Abstract The expression of a transgene encoding the I-E α-chain, Ea d , is highly effective in the protection from systemic lupus erythematosus (SLE) in BXSB and (MRL×BXSB)F 1 male mice, in which a mutant gene, Yaa (Y-linked auto-immune acceleration), plays a critical role. To gain further insight into the protective role of the Ea d transgene, we compared the effect of the transgene in two additional lupus-prone (NZB×BXSB)F 1 and (NZW×BXSB)F 1 hybrid mice, in which both F 1 female mice develop typical SLE in the absence of the Yaa gene and their F 1 males bearing the Yaa gene develop a more accelerated form of SLE. Comparative analysis of the clinical development of SLE in these F 1 hybrid mice showed that Ea d transgene expression was much more effective in the protection from SLE occurring in the F 1 females than in their male counterparts.

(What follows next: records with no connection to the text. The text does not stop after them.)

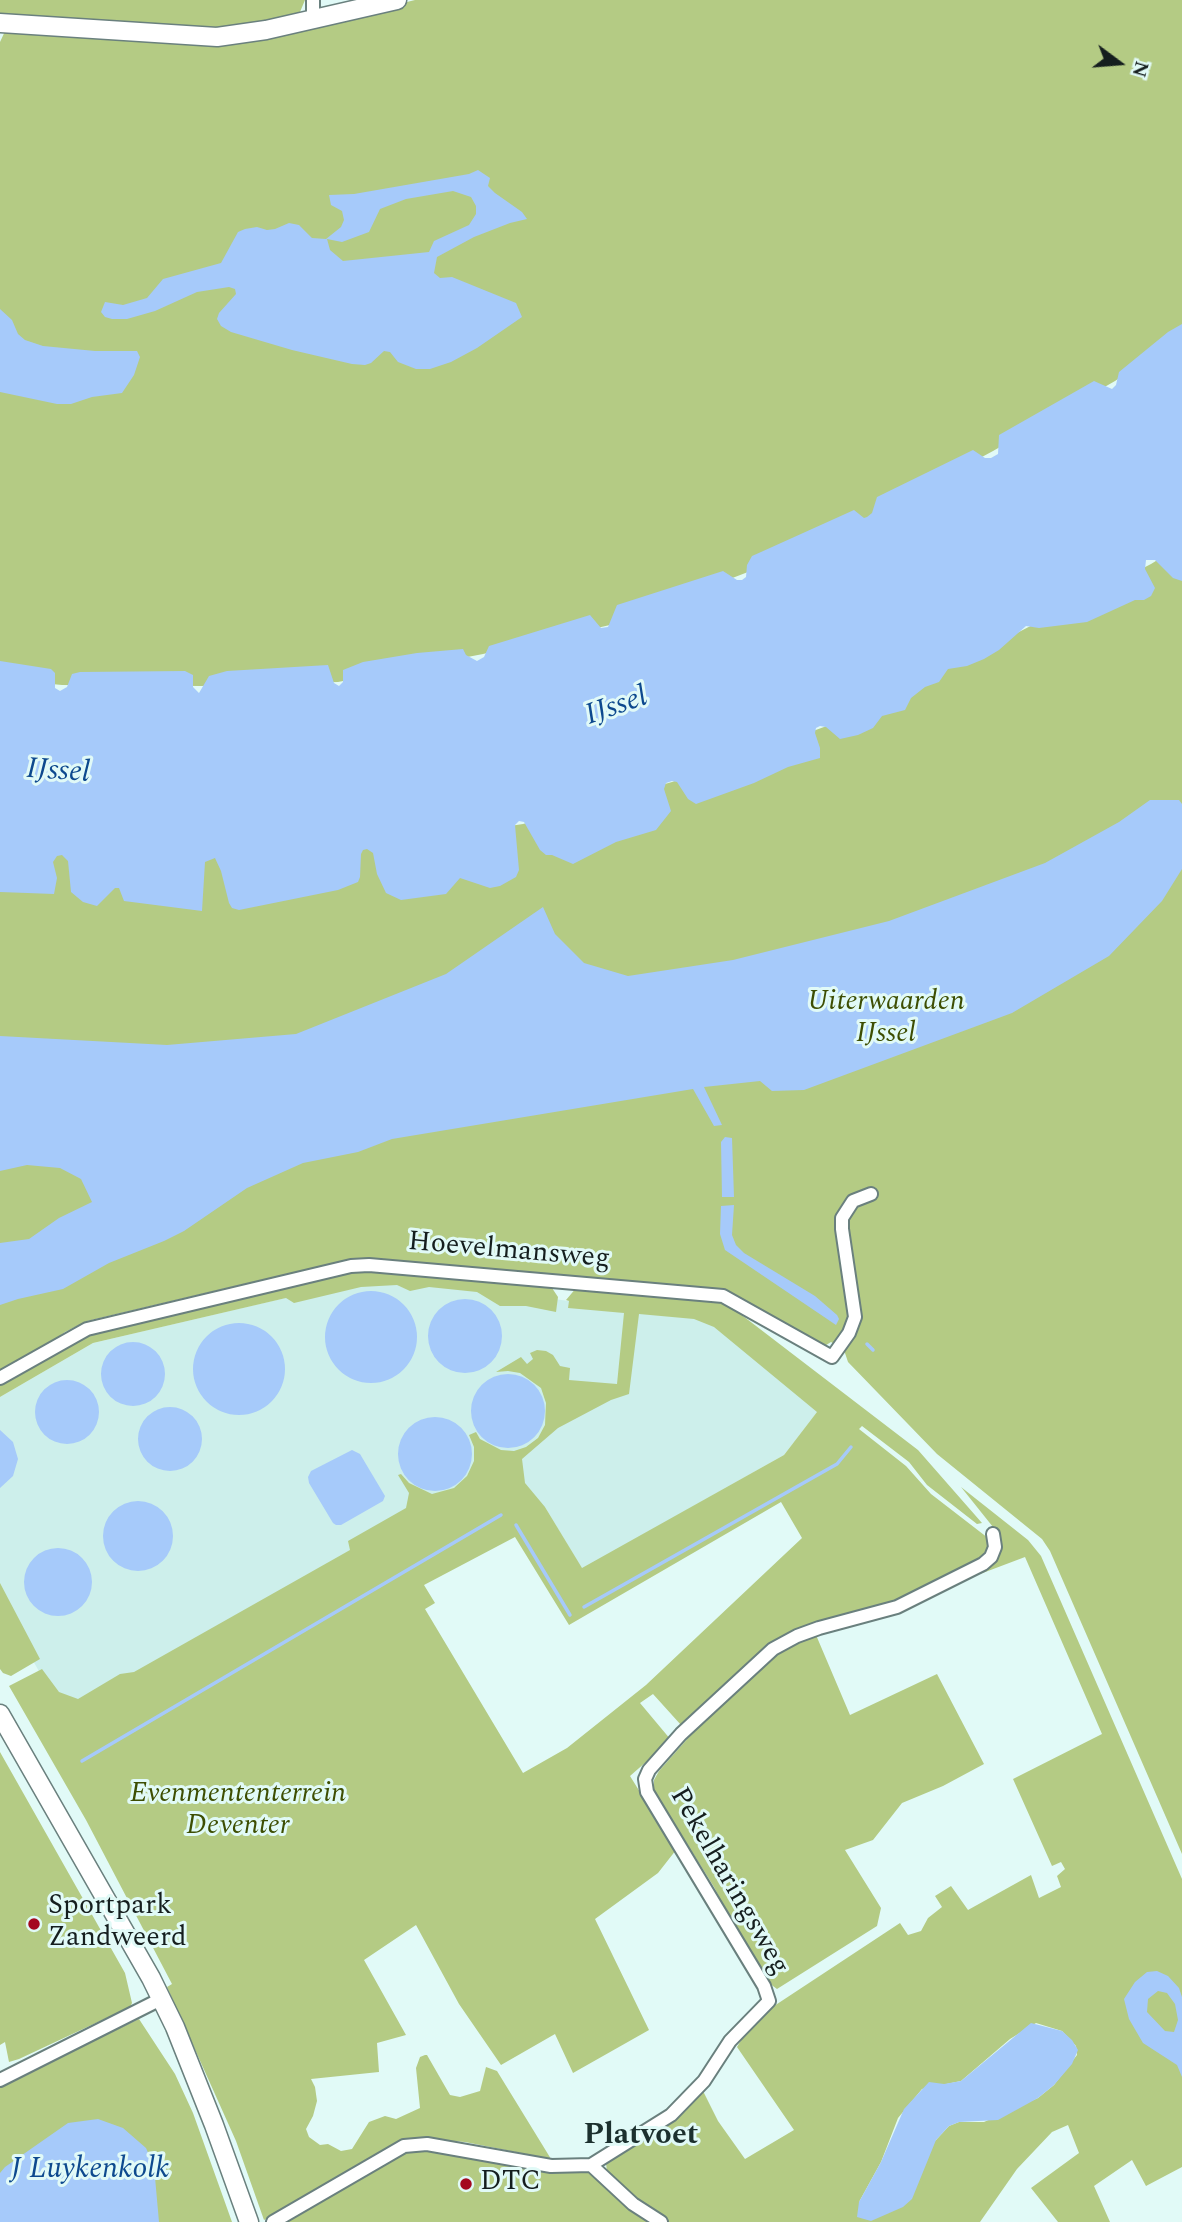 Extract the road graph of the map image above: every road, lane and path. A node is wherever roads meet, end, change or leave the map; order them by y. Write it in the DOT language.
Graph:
graph roads {
  1 [pos="313,0"];
  2 [pos="397,0"];
  3 [pos="313,19"];
  4 [pos="0,23"];
  5 [pos="871,1194"];
  6 [pos="0,1378"];
  7 [pos="993,1534"];
  8 [pos="0,1714"];
  9 [pos="157,2002"];
  10 [pos="0,2080"];
  11 [pos="591,2165"];
  12 [pos="249,2222"];
  13 [pos="273,2222"];
  14 [pos="661,2222"];
  1 -- 3 [label="street"];
  2 -- 3 [label="street"];
  3 -- 4 [label="street"];
  5 -- 6 [label="street, Hoevelmansweg"];
  7 -- 11 [label="street, Pekelharingsweg"];
  8 -- 9 [label="street"];
  9 -- 10 [label="street"];
  9 -- 12 [label="street"];
  11 -- 13 [label="street"];
  11 -- 14 [label="street"];
}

Our results indicate that the Ea d transgene is capable of preventing SLE by inhibiting autoimmune responses, independently of the Yaa gene-accelerating effect, and that its protective capacity is strongly influenced by the genetic susceptibility to SLE in individual strains of lupus-prone mice. In addition, this autoimmune inhibitory effect was shown to be selective for IgG, but not IgM, anti-DNA autoantibody production, and is more specific for anti-gp70 autoantibody than for anti-DNA autoantibody. These results favour the hypothesis that the transgene expression may lead to the modulation of self-peptide presentation, thereby preventing excessive T-cell-dependent activation of autoreactive B cells.